Curated data derived across multiple modalities spanning human genetics, genomics, human islet physiology, spatial pancreatic tissue architecture and more will be available in PanKbase, following the FAIR Data Principles of findability, accessibility, interoperability and reusability. FAIR principles emphasize machine-actionability or the capacity of computational systems to find, access and reuse data with little human intervention.
The interdisciplinary PanKbase teams, one with researchers from University of Michigan, Vanderbilt University, Vanderbilt University Medical Center, Weill Cornell Medicine and the Jackson Laboratory for Genomic Medicine, and a second comprised of researchers from University of California San Diego, Stanford University, the University of Pennsylvania and the Broad Institute, together with active participation of the NIH National Institute of Diabetes and Digestive and Kidney Diseases (NIDDK) program officers, will bring extensive expertise in developing resources and knowledge portals related to the pancreas and diabetes, including:
- Common Metabolic Diseases Knowledge Portal (CMDKP), an open access data and software platform established in 2015 to interrogate the genetic basis of complex disease developed at the Broad Institute, which together with CMDGA is part of the Accelerating Medicines Partnership in Common Metabolic Diseases consortium of academic, industry and nonprofit institutions.

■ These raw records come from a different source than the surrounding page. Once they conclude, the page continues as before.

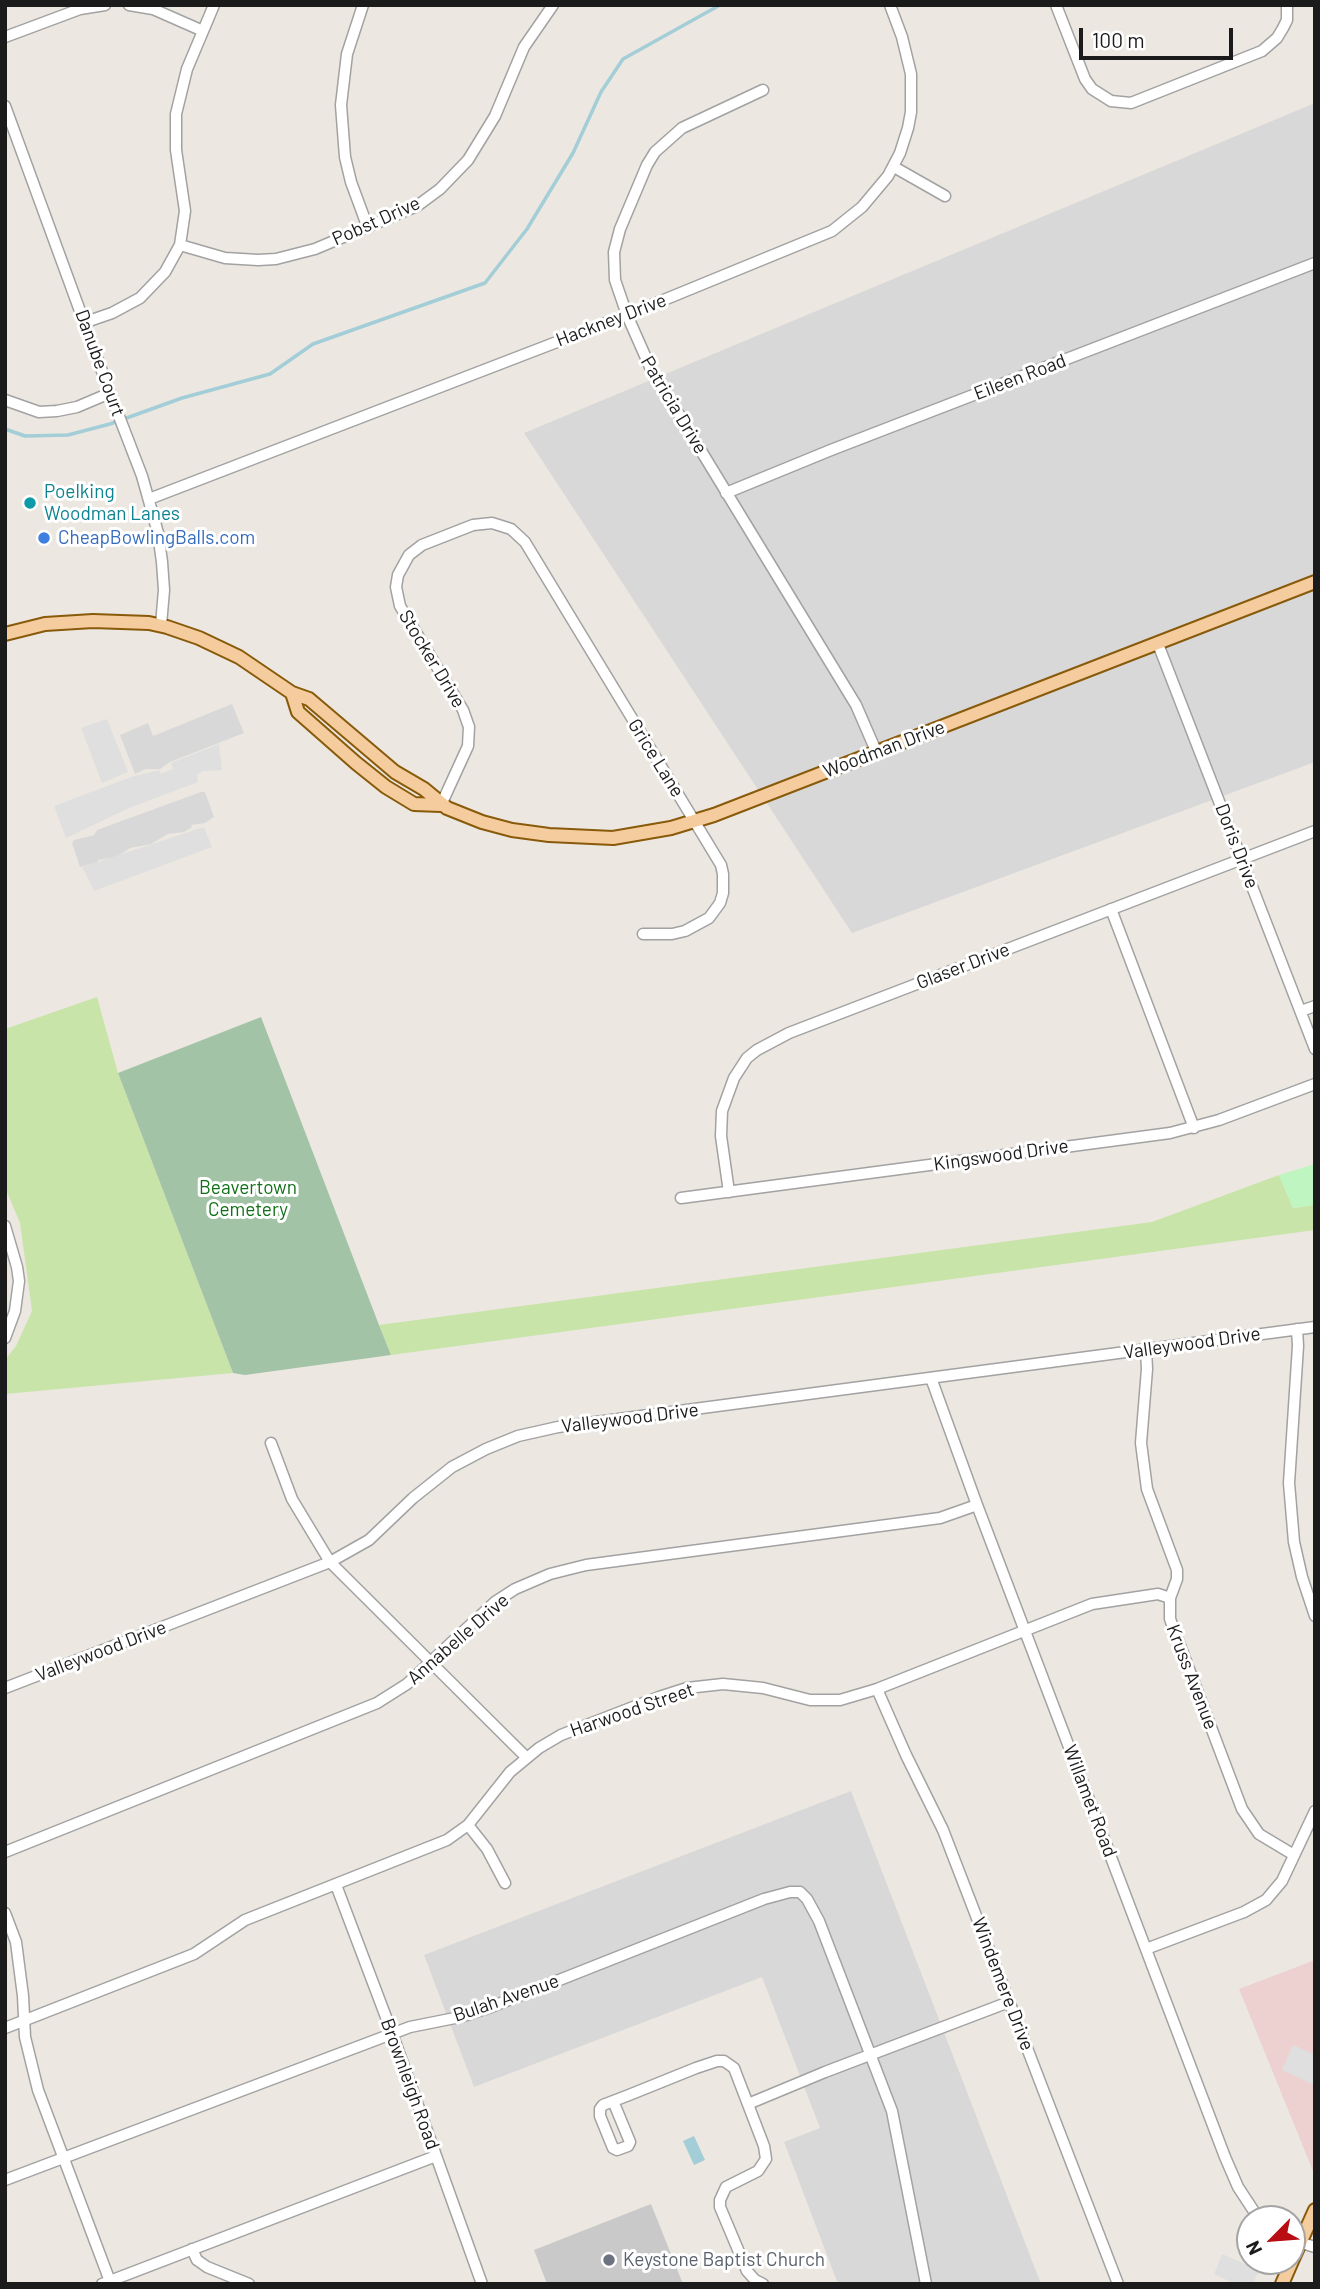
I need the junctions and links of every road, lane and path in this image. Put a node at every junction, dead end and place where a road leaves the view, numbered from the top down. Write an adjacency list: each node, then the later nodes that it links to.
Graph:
1 (105, 5): 10 (street)
2 (129, 5): 9 (street)
3 (215, 5): 9 (street)
4 (363, 5): 15 (street)
5 (554, 5): 15 (street, Pobst Drive)
6 (890, 5): 13 (street, Hackney Drive)
7 (1056, 5): 8 (street)
8 (1287, 5)
9 (203, 31): 16 (street)
10 (5, 37)
11 (763, 90): 18 (street, Patricia Drive)
12 (5, 106): 19 (street, Danube Court)
13 (894, 167): 14 (street); 18 (street, Hackney Drive)
14 (945, 196)
15 (368, 228): 16 (street, Pobst Drive)
16 (180, 245): 19 (street)
17 (1315, 263): 22 (street, Eileen Road)
18 (626, 315): 22 (street, Patricia Drive); 23 (street, Hackney Drive)
19 (86, 322): 20 (street, Danube Court)
20 (110, 393): 21 (street); 23 (street, Danube Court)
21 (5, 400)
22 (726, 493): 29 (street, Patricia Drive)
23 (149, 499): 26 (street, Danube Court)
24 (525, 542): 30 (street, Stocker Drive); 31 (street, Grice Lane)
25 (1315, 582): 28 (main road, Woodman Drive)
26 (161, 625): 27 (main road, Woodman Drive); 30 (main road, Woodman Drive)
27 (5, 634)
28 (1158, 644): 29 (main road, Woodman Drive); 33 (street, Doris Drive)
29 (876, 751): 31 (main road, Woodman Drive)
30 (442, 805): 31 (main road, Woodman Drive)
31 (696, 821): 35 (street, Grice Lane)
32 (1315, 831): 33 (street, Glaser Drive)
33 (1241, 859): 34 (street, Glaser Drive); 37 (street, Doris Drive)
34 (1111, 909): 40 (street); 41 (street, Glaser Drive)
35 (643, 934)
36 (1315, 1006): 37 (street)
37 (1301, 1011): 38 (street, Doris Drive)
38 (1315, 1049)
39 (1315, 1084): 40 (street, Kingswood Drive)
40 (1194, 1128): 41 (street, Kingswood Drive)
41 (729, 1192): 42 (street, Kingswood Drive)
42 (681, 1198)
43 (5, 1226): 46 (street)
44 (1315, 1327): 45 (street, Valleywood Drive)
45 (1297, 1329): 47 (street, Valleywood Drive); 53 (street)
46 (5, 1338)
47 (1146, 1350): 48 (street, Valleywood Drive); 52 (street, Kruss Avenue)
48 (931, 1378): 50 (street, Willamet Road); 51 (street, Valleywood Drive)
49 (271, 1443): 51 (street)
50 (977, 1505): 54 (street, Willamet Road); 55 (street, Annabelle Drive)
51 (330, 1562): 55 (street); 56 (street, Valleywood Drive)
52 (1170, 1598): 54 (street, Harwood Street); 62 (street, Kruss Avenue)
53 (1315, 1616)
54 (1025, 1630): 57 (street, Harwood Street); 66 (street, Willamet Road)
55 (431, 1661): 58 (street); 61 (street, Annabelle Drive)
56 (5, 1688)
57 (877, 1689): 58 (street, Harwood Street); 67 (street, Windemere Drive)
58 (526, 1757): 60 (street, Harwood Street)
59 (1315, 1811): 62 (street)
60 (468, 1825): 63 (street); 64 (street, Harwood Street)
61 (5, 1852)
62 (1294, 1855): 66 (street)
63 (505, 1883)
64 (335, 1885): 68 (street, Harwood Street); 70 (street, Brownleigh Road)
65 (5, 1913): 68 (street)
66 (1146, 1949): 77 (street, Willamet Road)
67 (1009, 2002): 71 (street); 85 (street, Windemere Drive)
68 (24, 2021): 69 (street, Harwood Street); 75 (street)
69 (5, 2028)
70 (392, 2033): 71 (street, Bulah Avenue); 74 (street, Brownleigh Road); 75 (street, Bulah Avenue)
71 (870, 2054): 73 (street); 84 (street)
72 (613, 2101): 72 (street); 73 (street)
73 (748, 2104): 83 (street)
74 (436, 2156): 78 (street); 79 (street, Brownleigh Road)
75 (63, 2158): 76 (street, Bulah Avenue); 80 (street)
76 (5, 2180)
77 (1250, 2205)
78 (192, 2249): 80 (street); 81 (street)
79 (481, 2281): 82 (street)
80 (107, 2283)
81 (249, 2284)
82 (469, 2284)
83 (764, 2284)
84 (926, 2284)
85 (1118, 2284)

- Common Metabolic Diseases Genome Atlas (CMDGA), an online database of standardized genomic data from key tissues related to metabolic disease developed at the University of California San Diego.

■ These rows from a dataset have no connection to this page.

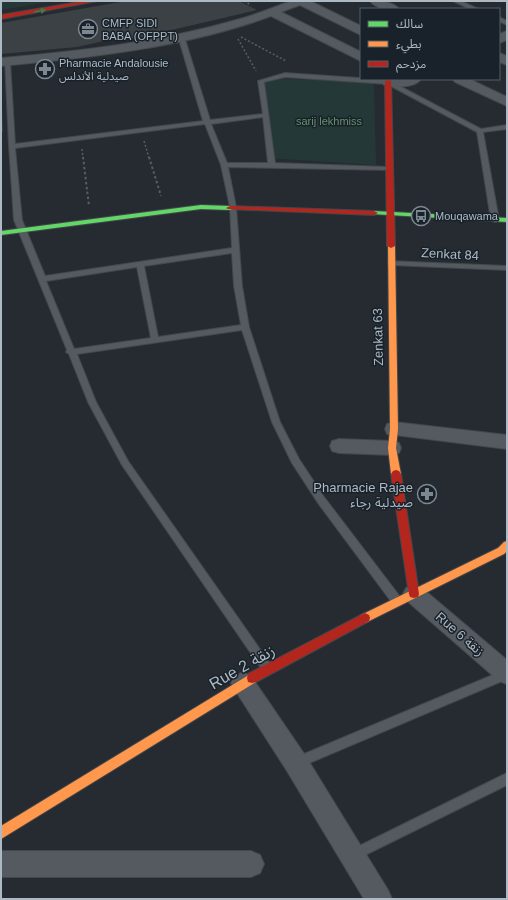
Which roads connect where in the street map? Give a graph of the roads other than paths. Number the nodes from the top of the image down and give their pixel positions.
1 (94, 1) edge
2 (301, 1) edge
3 (376, 1) edge
4 (456, 1) edge
5 (391, 8) edge
6 (473, 8) edge
7 (272, 12) junction
8 (1, 17) edge
9 (360, 30) edge
10 (181, 36) junction
11 (360, 56) edge
12 (4, 61) edge
13 (360, 79) edge
14 (370, 80) edge
15 (413, 80) edge
16 (461, 80) edge
17 (388, 81) edge
18 (507, 102) edge
19 (266, 115) junction
20 (207, 122) junction
21 (507, 127) edge
22 (480, 132) junction
23 (12, 146) junction
24 (224, 165) junction
25 (272, 165) junction
26 (389, 169) junction
27 (233, 207) junction
28 (390, 214) junction
29 (495, 220) junction
30 (507, 220) edge
31 (23, 231) junction
32 (1, 233) edge
33 (235, 250) junction
34 (391, 263) junction
35 (140, 264) junction
36 (507, 268) edge
37 (42, 279) junction
38 (245, 327) junction
39 (155, 340) junction
40 (70, 352) junction
41 (394, 429) junction
42 (507, 442) edge
43 (339, 446) dead end
44 (392, 448) junction
45 (505, 550) edge
46 (405, 597) junction
47 (267, 669) junction
48 (507, 674) edge
49 (243, 683) junction
50 (296, 763) junction
51 (507, 779) edge
52 (1, 833) edge
53 (352, 856) junction
54 (1, 864) edge
55 (251, 864) dead end
56 (379, 899) edge

8 -> 1 street
2 - 7 street
2 - 9 street
3 - 5 street
4 - 6 lane
7 - 10 street
7 - 11 street
10 - 12 street
10 - 20 lane
12 - 23 lane
13 - 19 lane
14 - 17 lane
15 - 17 street
16 - 18 street
17 - 22 lane
17 - 26 street, Zenkat 63
19 - 20 lane
19 - 25 lane
20 - 23 lane
20 - 24 lane
21 - 22 lane
22 - 29 lane
23 - 31 lane
24 - 25 lane
24 - 27 lane
25 - 26 lane
26 - 28 street, Zenkat 63
27 - 28 street
27 - 31 street
27 - 33 lane
28 - 29 street
28 - 34 street, Zenkat 63
29 - 30 street
31 - 32 street
31 - 37 lane
33 - 35 lane
33 - 38 lane
34 - 36 lane, Zenkat 84
34 - 41 street, Zenkat 63
35 - 37 lane
35 - 39 lane
37 - 40 lane
38 - 39 lane
38 - 46 lane
39 - 40 lane
40 - 47 lane
41 - 42 street
41 - 44 street, Zenkat 63
43 - 44 street
44 - 46 street, Zenkat 63
45 - 46 street, Rue 2 زنقة
46 - 47 street, Rue 2 زنقة
46 - 48 street, Rue 6 زنقة
47 - 49 street, Rue 2 زنقة
48 - 50 lane
49 - 50 street
49 - 52 street, Rue 2 زنقة
50 - 53 street
51 - 53 lane
53 - 56 street
54 - 55 street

- Pancreatlas, the world’s first online imaging database of human pancreatic tissue developed by a Vanderbilt University Medical Center and Vanderbilt University team in 2020.
- Genomic Knowledgebase (GenomicKB) platform, an online database developed by University of Michigan researchers that uses a knowledge graph to consolidate genomic datasets and annotations from more than 30 research consortia.
- The Common Fund Knowledge Center (CFKC): a program started in 2023 that will create a knowledge network to integrate knowledge generated by Common Fund programs.
PanKbase will also have an open science component to support the generation of new insights into molecular signatures of Type 1 diabetes (T1D) and facilitate cross-organ analysis for different stages of T1D development. This approach will lay a foundation allowing the inclusion of other common and rare forms of diabetes in the PanKbase resource.
The PanKbase program will become a component of the Human Islet Research Network (HIRN), adding to the network’s existing research resources: the Human Islet Research Enhancement Center (HIREC) and the Human Pancreas Analysis Program (HPAP).
The PanKbase teams include Stephen Parker, PhD, and Jie Liu, PhD, from University of Michigan; Jean-Philippe Cartailler, PhD, from Vanderbilt University; Marcela Brissova, PhD, and Diane Saunders, PhD, from Vanderbilt University Medical Center; Shuibing Chen, PhD, from Weill Cornell Medicine; Michael Stitzel, PhD, from The Jackson Laboratory for Genomic Medicine; Kyle Gaulton, PhD, from the University of California San Diego; Anna Gloyn, DPhil., of Stanford University; Ben Voight, PhD, from University of Pennsylvania, Noël Burtt, PhD, and Jason Flannick, PhD, of the Broad Institute, and Xujing Wang, PhD, and Ashley Xia, MD, PhD, of the NIH National Institute of Diabetes and Digestive and Kidney Diseases.
The project is supported by National Institutes of Health grants U24 DK138515 and U24 DK138512.